The ICSS primary analysis shows that stenting is as effective as endarterectomy in preventing fatal or disabling stroke in patients with symptomatic carotid stenosis up to 10 years after treatment. Carotid stenting was associated with a higher procedure-related and long-term risk of non-disabling stroke than endart- erectomy, but functional ability did not differ overall. Both treatments seemed to be equally preventive against ipsilateral stroke and severe restenosis of the treated carotid artery.

Long-term functional outcome and risk of fatal or disabling stroke are similar for stenting and carotid endarterectomy for symptomatic carotid artery stenosis 2).

The ICSS trial randomized 1710 patients across 50 centers with symptomatic carotid artery disease to stenting versus endarterectomy. Given the 10-year study horizon, substantial variability in stenting procedural strategy and devices occurred. The intention-to-treat analysis was high fidelity. Only 9 and 15 patients crossed over to endarterectomy and stenting respectively; 16 stent patients and 21 endarterectomy patients never received the procedure.

Overall, both treatments provided durable patency of the target vessel and comparable frequency of fatal or disabling strokes (52 versus 49 events). CEA and CAS were equivalent at this 5-year primary end point.

Though minor stroke events (119 versus 72: 5 year HR 1.75 with p value < 0.001) were higher in the stenting group, functional outcome by mRS were identical. Minor stroke events with stenting commonly involved other territories and may be attributable to aortic arch access. Two enrolling sites were further stopped from further stent enrollment due to outlier interventional complication rates; these complications were included in the final trial results.
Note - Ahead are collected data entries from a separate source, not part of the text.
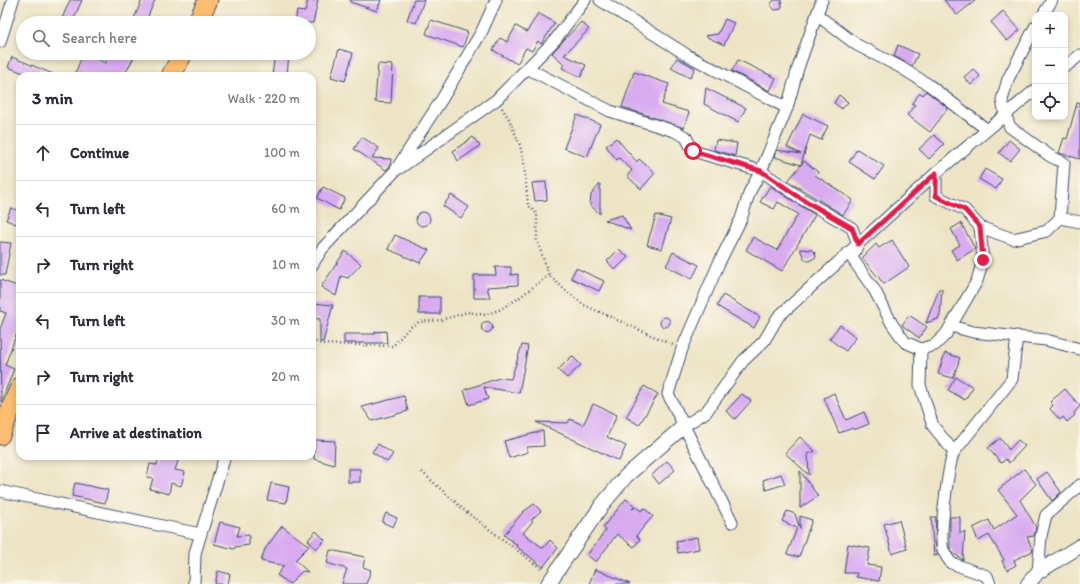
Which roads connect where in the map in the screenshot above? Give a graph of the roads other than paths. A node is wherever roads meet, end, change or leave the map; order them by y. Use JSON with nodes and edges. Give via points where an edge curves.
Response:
{"nodes":[{"id":1,"x":13,"y":0,"type":"edge"},
{"id":2,"x":208,"y":0,"type":"edge"},
{"id":3,"x":496,"y":0,"type":"edge"},
{"id":4,"x":585,"y":0,"type":"edge"},
{"id":5,"x":600,"y":0,"type":"edge"},
{"id":6,"x":822,"y":0,"type":"edge"},
{"id":7,"x":1052,"y":0,"type":"edge"},
{"id":8,"x":1044,"y":12,"type":"edge"},
{"id":9,"x":818,"y":15,"type":"junction"},
{"id":10,"x":200,"y":16,"type":"edge"},
{"id":11,"x":1032,"y":32,"type":"edge"},
{"id":12,"x":0,"y":42,"type":"edge"},
{"id":13,"x":1080,"y":55,"type":"edge"},
{"id":14,"x":180,"y":60,"type":"edge"},
{"id":15,"x":1068,"y":65,"type":"edge"},
{"id":16,"x":527,"y":68,"type":"junction"},
{"id":17,"x":174,"y":72,"type":"edge"},
{"id":18,"x":1032,"y":92,"type":"edge"},
{"id":19,"x":787,"y":108,"type":"junction"},
{"id":20,"x":1005,"y":114,"type":"junction"},
{"id":21,"x":986,"y":129,"type":"junction"},
{"id":22,"x":395,"y":171,"type":"junction"},
{"id":23,"x":761,"y":171,"type":"junction"},
{"id":24,"x":936,"y":173,"type":"junction"},
{"id":25,"x":1060,"y":218,"type":"junction"},
{"id":26,"x":1080,"y":222,"type":"edge"},
{"id":27,"x":980,"y":227,"type":"junction"},
{"id":28,"x":858,"y":244,"type":"junction"},
{"id":29,"x":316,"y":259,"type":"edge"},
{"id":30,"x":951,"y":326,"type":"junction"},
{"id":31,"x":1017,"y":336,"type":"junction"},
{"id":32,"x":921,"y":349,"type":"junction"},
{"id":33,"x":1080,"y":349,"type":"edge"},
{"id":34,"x":16,"y":397,"type":"edge"},
{"id":35,"x":684,"y":426,"type":"junction"},
{"id":36,"x":0,"y":435,"type":"edge"},
{"id":37,"x":954,"y":452,"type":"junction"},
{"id":38,"x":224,"y":460,"type":"edge"},
{"id":39,"x":1080,"y":484,"type":"edge"},
{"id":40,"x":0,"y":491,"type":"edge"},
{"id":41,"x":732,"y":522,"type":"dead end"},
{"id":42,"x":200,"y":534,"type":"junction"},
{"id":43,"x":1080,"y":546,"type":"edge"},
{"id":44,"x":1038,"y":572,"type":"junction"},
{"id":45,"x":550,"y":580,"type":"edge"},
{"id":46,"x":194,"y":584,"type":"edge"},
{"id":47,"x":990,"y":584,"type":"edge"},
{"id":48,"x":1028,"y":584,"type":"edge"}],
"edges":[{"from":1,"to":12,"type":"street"},
{"from":2,"to":10,"type":"highway"},
{"from":3,"to":22,"type":"street","via":[[482,31],[442,99]]},
{"from":4,"to":16,"type":"street","via":[[555,40]]},
{"from":5,"to":19,"type":"street","via":[[688,55]]},
{"from":6,"to":9,"type":"street"},
{"from":7,"to":8,"type":"street"},
{"from":9,"to":19,"type":"street","via":[[798,68]]},
{"from":9,"to":21,"type":"street","via":[[857,45],[929,85]]},
{"from":11,"to":20,"type":"street","via":[[1008,79],[1002,100]]},
{"from":13,"to":15,"type":"street"},
{"from":14,"to":17,"type":"highway"},
{"from":16,"to":22,"type":"street","via":[[496,100]]},
{"from":16,"to":23,"type":"street","via":[[610,111],[686,137],[693,151]]},
{"from":18,"to":20,"type":"street"},
{"from":19,"to":23,"type":"street"},
{"from":20,"to":21,"type":"street"},
{"from":20,"to":25,"type":"street","via":[[1010,128],[1064,163]]},
{"from":21,"to":24,"type":"street"},
{"from":22,"to":29,"type":"street"},
{"from":23,"to":28,"type":"street","via":[[852,228]]},
{"from":23,"to":35,"type":"street","via":[[682,349],[668,394]]},
{"from":24,"to":27,"type":"street","via":[[936,196],[965,210]]},
{"from":24,"to":28,"type":"street"},
{"from":25,"to":26,"type":"street"},
{"from":25,"to":27,"type":"street","via":[[1047,231],[1013,239]]},
{"from":27,"to":30,"type":"street","via":[[983,260],[977,280]]},
{"from":28,"to":32,"type":"street","via":[[852,258],[905,342]]},
{"from":28,"to":35,"type":"street","via":[[778,317],[764,341],[743,361],[706,412]]},
{"from":30,"to":31,"type":"street","via":[[973,332]]},
{"from":30,"to":32,"type":"street","via":[[935,345]]},
{"from":31,"to":33,"type":"street"},
{"from":31,"to":37,"type":"street","via":[[1012,379]]},
{"from":32,"to":37,"type":"street","via":[[920,385],[933,426]]},
{"from":34,"to":36,"type":"highway"},
{"from":35,"to":41,"type":"street"},
{"from":35,"to":45,"type":"street","via":[[626,476],[602,505]]},
{"from":37,"to":47,"type":"street","via":[[945,497],[943,549],[951,563],[987,576]]},
{"from":38,"to":42,"type":"street"},
{"from":39,"to":44,"type":"street","via":[[1046,515],[1041,536]]},
{"from":40,"to":42,"type":"street"},
{"from":42,"to":46,"type":"street","via":[[195,552]]},
{"from":43,"to":44,"type":"street"},
{"from":44,"to":48,"type":"street"}]}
Outcomes of carotid endarterectomy (CEA) or carotid angioplasty and stenting (CAS) for asymptomatic disease in patients on dialysis are not well characterized, with questionable stroke prevention and survival. Patients on dialysis have high perioperative and long-term stroke or death rates after CEA or CAS for asymptomatic stenosis, with a median survival that is less than recommended by current guidelines. As a result, carotid intervention in these patients appears to be inappropriate 3).

International Carotid Stenting Study investigators. Carotid artery stenting compared with endarterectomy in patients with symptomatic carotid stenosis (International Carotid Stenting Study): an interim analysis of a randomised controlled trial. Lancet 2010; 375: 985–97.
Bonati LH, Dobson J, Featherstone RL, Ederle J, van der Worp HB, de Borst GJ, Mali WP, Beard JD, Cleveland T, Engelter ST, Lyrer PA, Ford GA, Dorman PJ, Brown MM; International Carotid Stenting Study investigators. Long-term outcomes after stenting versus endarterectomy for treatment of symptomatic carotid stenosis: the International Carotid Stenting Study (ICSS) randomised trial. Lancet. 2015 Feb 7;385(9967):529-38. doi: 10.1016/S0140-6736(14)61184-3. Epub 2014 Oct 14. PubMed PMID: 25453443; PubMed Central PMCID: PMC4322188.
Yuo TH, Sidaoui J, Marone LK, Makaroun MS, Chaer RA. Revascularization of asymptomatic carotid stenosis is not appropriate in patients on dialysis. J Vasc Surg. 2015 Mar;61(3):670-4. doi: 10.1016/j.jvs.2014.10.002. PubMed PMID: 25720927.